Chá e poesia #03 - Florbela Espanca




Florbela Espanca é daquelas almas que parecem conversar diretamente com a gente através das palavras. Nascida em 1894, em Vila Viçosa, Portugal, ela viveu uma vida cheia de emoções e sentimentos intensos, e colocou tudo isso em seus poemas. Ela explora temas como o amor, a saudade, a dor e a busca que todo mundo tem por algo maior, algo que preencha o coração. É impossível não se sentir tocado por alguma de suas criações, por traduzirem muito bem coisas que sentimos e muitas vezes não entendemos.

No dia de seu aniversário, com apenas 36 anos, Florbela deixou este mundo, mas não sem antes nos presentear com um legado imenso. Ela era intensa, à frente do seu tempo (inclusive uma das primeira mulheres a frequentar uma faculdade em Portugal), e não tinha medo de se expor, de expor o que sentia de maneira crua e verdadeira, o que só deixa seu trabalho ainda mais autêntico. Ler Florbela é como abrir o coração e encontrar ali um eco de tudo o que já sentimos.

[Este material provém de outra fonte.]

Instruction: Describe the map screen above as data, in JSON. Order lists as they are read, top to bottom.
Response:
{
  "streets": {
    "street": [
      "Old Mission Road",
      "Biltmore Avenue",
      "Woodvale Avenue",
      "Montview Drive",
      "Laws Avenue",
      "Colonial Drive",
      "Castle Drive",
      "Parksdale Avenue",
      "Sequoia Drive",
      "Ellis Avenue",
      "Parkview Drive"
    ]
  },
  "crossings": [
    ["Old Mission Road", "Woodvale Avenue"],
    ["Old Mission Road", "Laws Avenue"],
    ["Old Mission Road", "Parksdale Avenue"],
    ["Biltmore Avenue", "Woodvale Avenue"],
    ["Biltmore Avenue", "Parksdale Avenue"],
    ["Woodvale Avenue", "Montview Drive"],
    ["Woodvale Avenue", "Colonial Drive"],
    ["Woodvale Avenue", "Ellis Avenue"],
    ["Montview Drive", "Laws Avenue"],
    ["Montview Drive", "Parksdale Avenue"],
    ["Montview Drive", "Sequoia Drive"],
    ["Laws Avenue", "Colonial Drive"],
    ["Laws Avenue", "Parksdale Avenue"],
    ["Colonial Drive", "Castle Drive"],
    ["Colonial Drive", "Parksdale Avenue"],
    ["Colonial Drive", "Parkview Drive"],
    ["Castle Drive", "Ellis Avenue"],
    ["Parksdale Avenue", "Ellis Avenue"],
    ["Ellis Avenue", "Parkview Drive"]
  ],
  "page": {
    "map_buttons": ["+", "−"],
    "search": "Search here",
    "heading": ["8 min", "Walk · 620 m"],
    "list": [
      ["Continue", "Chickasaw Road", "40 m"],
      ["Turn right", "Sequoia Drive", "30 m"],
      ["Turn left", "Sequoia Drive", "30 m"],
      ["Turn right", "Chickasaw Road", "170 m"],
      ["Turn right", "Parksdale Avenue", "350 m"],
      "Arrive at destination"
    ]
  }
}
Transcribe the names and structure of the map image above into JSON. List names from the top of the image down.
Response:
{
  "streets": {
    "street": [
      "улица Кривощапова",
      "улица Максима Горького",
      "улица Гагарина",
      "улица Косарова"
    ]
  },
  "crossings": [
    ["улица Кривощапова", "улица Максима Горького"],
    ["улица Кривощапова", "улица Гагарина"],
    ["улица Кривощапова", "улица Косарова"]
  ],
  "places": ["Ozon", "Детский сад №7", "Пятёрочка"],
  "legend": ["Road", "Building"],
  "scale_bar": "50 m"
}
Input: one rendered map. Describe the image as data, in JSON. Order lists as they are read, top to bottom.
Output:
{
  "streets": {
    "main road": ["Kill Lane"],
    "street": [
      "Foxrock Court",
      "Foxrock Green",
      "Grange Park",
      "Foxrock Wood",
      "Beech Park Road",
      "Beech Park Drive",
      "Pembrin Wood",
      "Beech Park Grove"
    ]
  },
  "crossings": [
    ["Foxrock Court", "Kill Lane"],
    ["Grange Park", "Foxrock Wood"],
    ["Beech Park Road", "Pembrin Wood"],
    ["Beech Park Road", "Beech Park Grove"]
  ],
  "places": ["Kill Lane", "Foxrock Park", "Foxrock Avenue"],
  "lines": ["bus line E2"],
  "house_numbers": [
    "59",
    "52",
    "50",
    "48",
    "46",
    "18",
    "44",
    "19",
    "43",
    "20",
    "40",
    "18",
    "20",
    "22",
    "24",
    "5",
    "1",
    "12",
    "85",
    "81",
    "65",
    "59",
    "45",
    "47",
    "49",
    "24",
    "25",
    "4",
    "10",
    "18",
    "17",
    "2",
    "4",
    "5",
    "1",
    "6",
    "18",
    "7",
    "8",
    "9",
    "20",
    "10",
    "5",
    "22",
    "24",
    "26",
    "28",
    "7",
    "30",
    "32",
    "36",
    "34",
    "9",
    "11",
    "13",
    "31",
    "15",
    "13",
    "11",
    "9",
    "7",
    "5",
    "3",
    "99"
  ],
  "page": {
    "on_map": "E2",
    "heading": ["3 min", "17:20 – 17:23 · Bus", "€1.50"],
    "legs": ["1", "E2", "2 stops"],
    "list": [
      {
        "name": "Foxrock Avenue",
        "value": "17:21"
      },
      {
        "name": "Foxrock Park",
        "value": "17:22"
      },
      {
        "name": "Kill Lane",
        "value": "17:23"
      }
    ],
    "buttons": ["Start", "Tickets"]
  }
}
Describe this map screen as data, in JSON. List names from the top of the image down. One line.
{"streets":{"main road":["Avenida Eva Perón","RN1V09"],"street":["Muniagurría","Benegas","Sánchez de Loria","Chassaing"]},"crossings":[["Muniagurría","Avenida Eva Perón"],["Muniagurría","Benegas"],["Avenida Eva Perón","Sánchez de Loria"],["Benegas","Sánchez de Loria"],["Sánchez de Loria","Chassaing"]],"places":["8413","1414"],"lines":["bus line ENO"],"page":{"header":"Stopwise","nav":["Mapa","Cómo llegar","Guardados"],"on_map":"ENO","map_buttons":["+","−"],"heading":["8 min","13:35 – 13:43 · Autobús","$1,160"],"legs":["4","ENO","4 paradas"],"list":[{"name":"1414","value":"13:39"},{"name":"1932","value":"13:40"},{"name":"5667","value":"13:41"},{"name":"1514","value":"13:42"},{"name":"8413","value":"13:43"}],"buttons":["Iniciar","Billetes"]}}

Volta e meia quando a dor ou um vazio me atingem, é em seus versos que encontro um abraço na alma, um reflexo das lágrimas de alguém sensível que viveu intensamente tudo.

EU
Eu sou a que no mundo anda perdida,
Eu sou a que na vida não tem norte,
Sou irmã do Sonho, e desta sorte
Sou a crucificada...a dolorida...

Sombra de névoa tênue e esvaecida,
E que o destino amargo, triste e forte,
Impele brutalmente para a morte!
Alma de luto sempre incompreendida!...

Sou aquela que passa e ninguém vê...
Sou a que chamam triste sem o ver...
Sou a que chora sem saber porquê...

Sou talvez a visão que Alguém sonhou,
Alguém que veio ao mundo pra me ver
E que nunca na vida me encontrou!


A VIDA
É vão o amor, o ódio, ou o desdém;
Inútil o desejo e o sentimento...
Lançar um grande amor aos pés d'alguém
O mesmo é que lançar flores ao vento!

Todos somos no mundo “Pedro Sem”,
Uma alegria é feita dum tormento,
Um riso é sempre o eco dum lamento,
Sabe-se lá um beijo donde vem!

A mais nobre ilusão morre... desfaz-se...
Uma saudade morta em nós renasce
Que no mesmo momento é já perdida...

Amar-te a vida inteira eu não podia...
A gente esquece sempre o bem dum dia.
Que queres, ó meu Amor, se é isto a Vida!...

ESQUECIMENTO
Esse de quem eu era e que era meu,
Que foi um sonho e foi realidade,
Que me vestiu a alma de saudade,
Para sempre de mim desapareceu.

Tudo em redor então escureceu,
E foi longínqua toda a claridade!
Ceguei... tateio sombras... que ansiedade!
Apalpo cinzas porque tudo ardeu!

Descem em mim poentes de Novembro...
A sombra dos meus olhos, a escurecer...
Veste de roxo e negro os crisântemos...

E desse que era meu já me não lembro...
Ah, a doce agonia de esquecer
A lembrar doidamente o que esquecemos!...


AMAR!
Eu quero amar, amar perdidamente!
Amar só por amar: Aqui... além...
Mais Este e Aquele, o Outro e toda a gente...
Amar! Amar! E não amar ninguém!

Recordar? Esquecer? Indiferente!...
Prender ou desprender? É mal? É bem?
Quem disser que se pode amar alguém
Durante a vida inteira é porque mente!

Há uma Primavera em cada vida:
É preciso cantá-la assim florida,
Pois se Deus nos deu voz, foi pra cantar!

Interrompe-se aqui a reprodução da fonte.